> [EXERCISE AIM]
Lines below that include "middle" are the answer; copy each one.

Saved entries
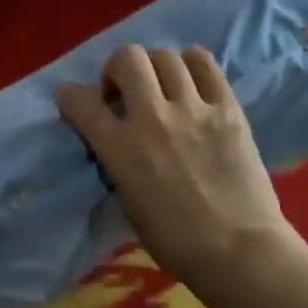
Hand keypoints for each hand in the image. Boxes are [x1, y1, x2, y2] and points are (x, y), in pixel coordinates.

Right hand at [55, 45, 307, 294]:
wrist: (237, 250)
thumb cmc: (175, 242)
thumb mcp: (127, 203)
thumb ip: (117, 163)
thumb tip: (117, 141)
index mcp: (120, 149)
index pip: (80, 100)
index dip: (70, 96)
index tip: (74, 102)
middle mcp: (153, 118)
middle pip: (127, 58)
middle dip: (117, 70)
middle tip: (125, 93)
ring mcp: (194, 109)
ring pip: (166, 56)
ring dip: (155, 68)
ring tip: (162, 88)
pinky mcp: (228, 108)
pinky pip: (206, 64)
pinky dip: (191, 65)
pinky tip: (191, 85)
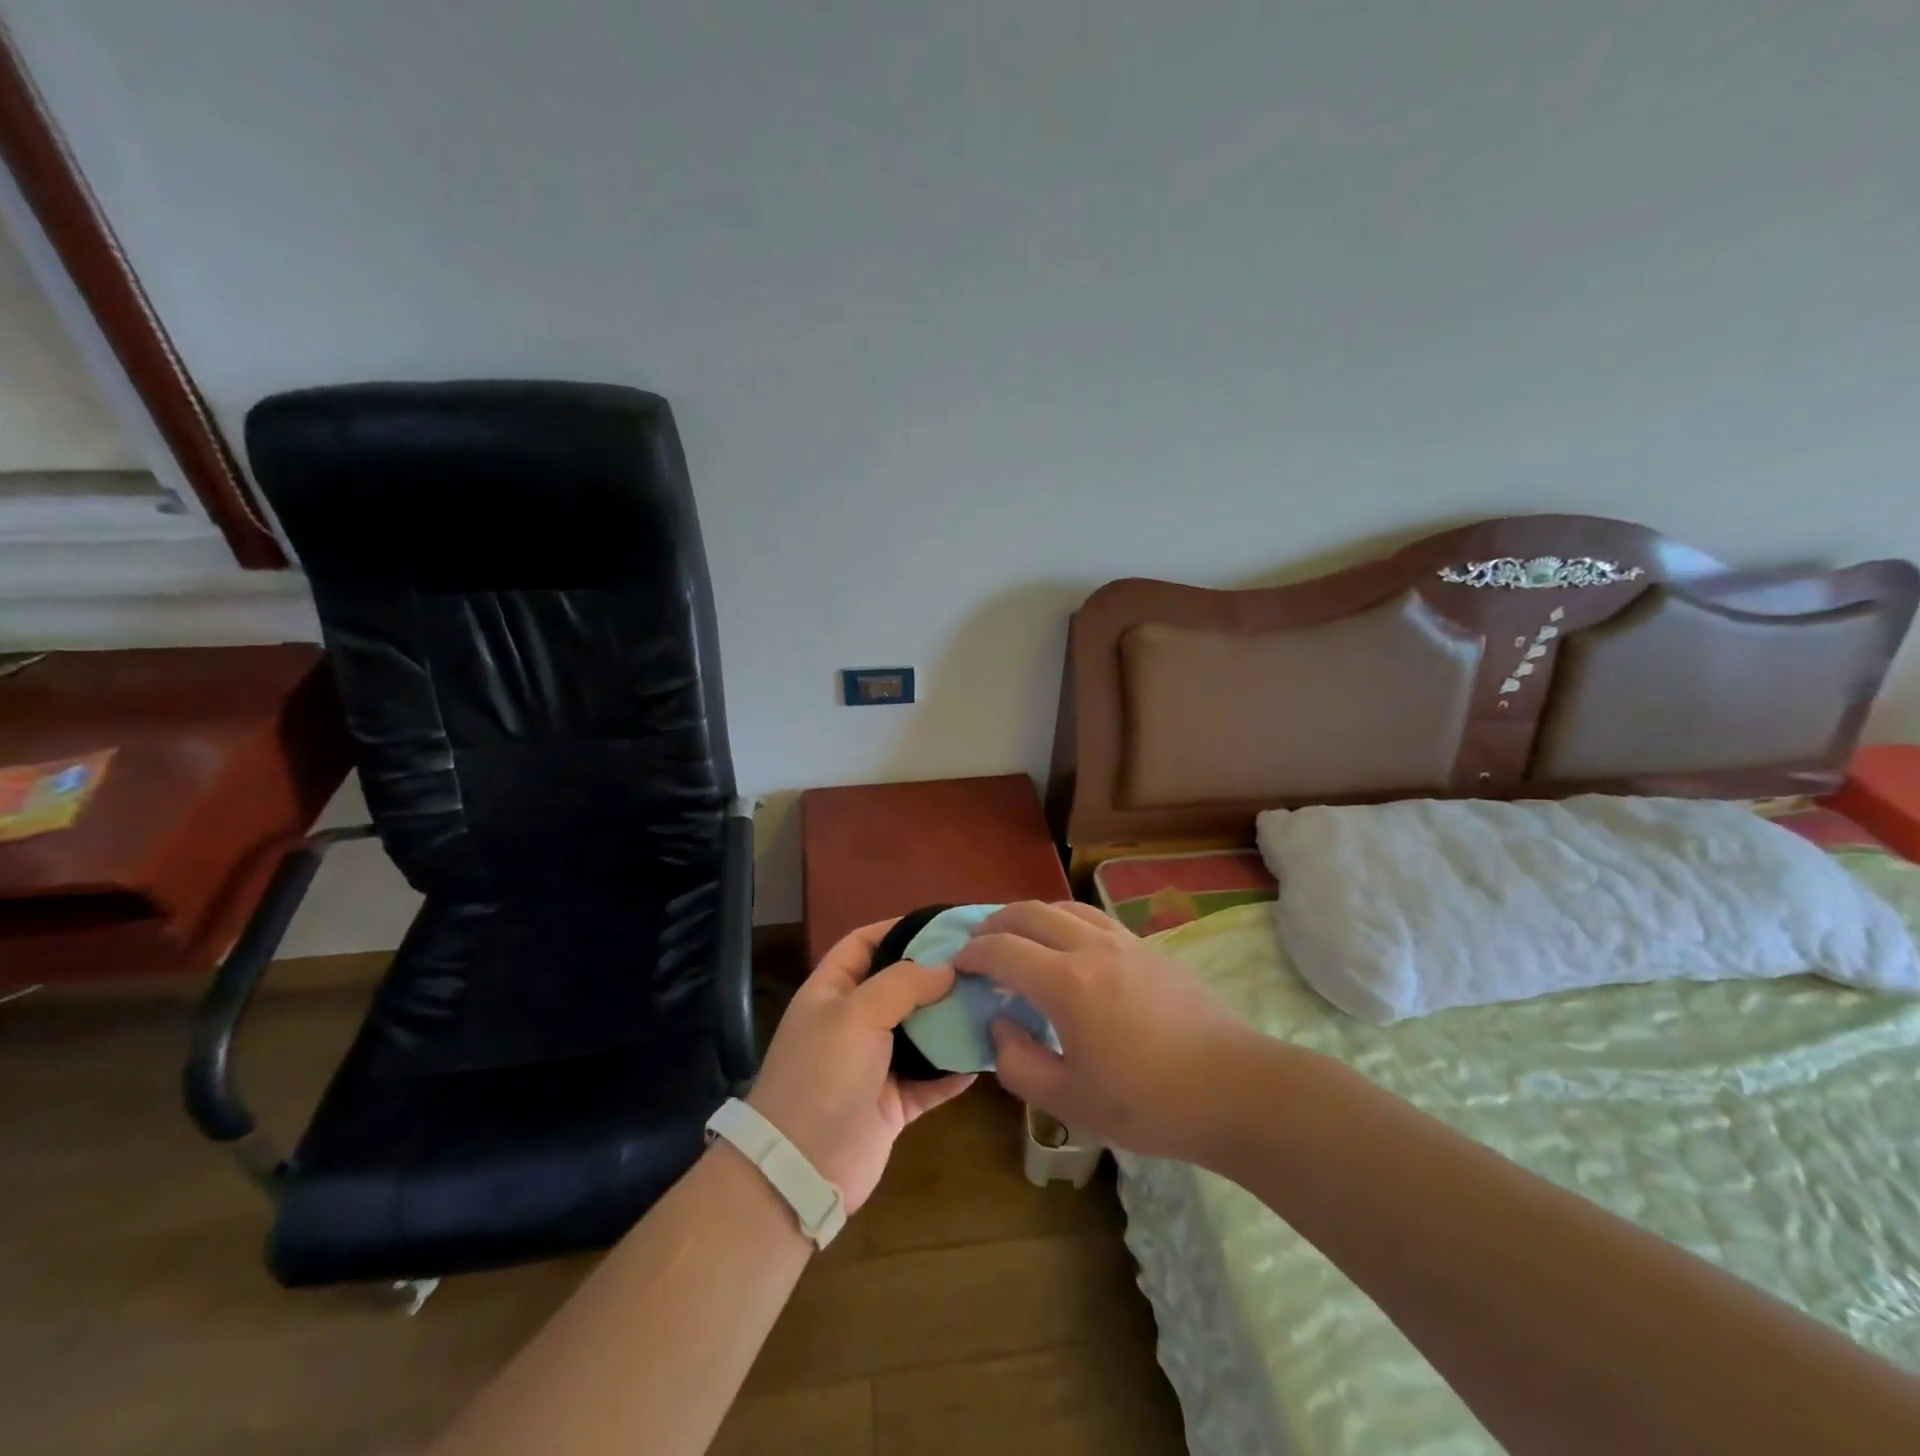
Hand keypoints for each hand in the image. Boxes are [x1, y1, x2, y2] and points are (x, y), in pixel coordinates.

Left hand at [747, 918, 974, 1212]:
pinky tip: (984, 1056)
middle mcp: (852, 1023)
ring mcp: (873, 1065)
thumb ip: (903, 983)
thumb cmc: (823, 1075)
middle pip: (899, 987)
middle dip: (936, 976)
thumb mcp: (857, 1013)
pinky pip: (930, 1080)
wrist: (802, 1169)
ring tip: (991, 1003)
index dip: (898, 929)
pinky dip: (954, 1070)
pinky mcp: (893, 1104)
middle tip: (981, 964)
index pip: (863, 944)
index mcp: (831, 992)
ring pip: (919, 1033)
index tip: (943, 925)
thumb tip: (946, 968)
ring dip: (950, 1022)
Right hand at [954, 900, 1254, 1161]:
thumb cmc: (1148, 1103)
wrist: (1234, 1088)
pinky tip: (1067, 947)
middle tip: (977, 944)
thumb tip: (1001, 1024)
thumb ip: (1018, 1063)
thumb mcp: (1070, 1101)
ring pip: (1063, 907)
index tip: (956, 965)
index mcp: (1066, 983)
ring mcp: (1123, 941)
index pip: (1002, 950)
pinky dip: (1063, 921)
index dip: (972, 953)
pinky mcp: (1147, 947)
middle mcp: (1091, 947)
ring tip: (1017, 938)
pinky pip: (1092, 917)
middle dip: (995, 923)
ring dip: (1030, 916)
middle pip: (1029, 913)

> [WRITTEN SOLUTION]
middle mcp: (153, 118)
middle pip: (127, 58)
middle dip: (117, 70)
middle tip: (125, 93)
middle mcp: (852, 1023)
middle pip: (899, 987)
middle dip: (936, 976)
middle tip: (981, 964)
middle tip: (977, 944)
middle mcp: (1091, 947)
middle dip: (995, 923)
middle pip: (1029, 913)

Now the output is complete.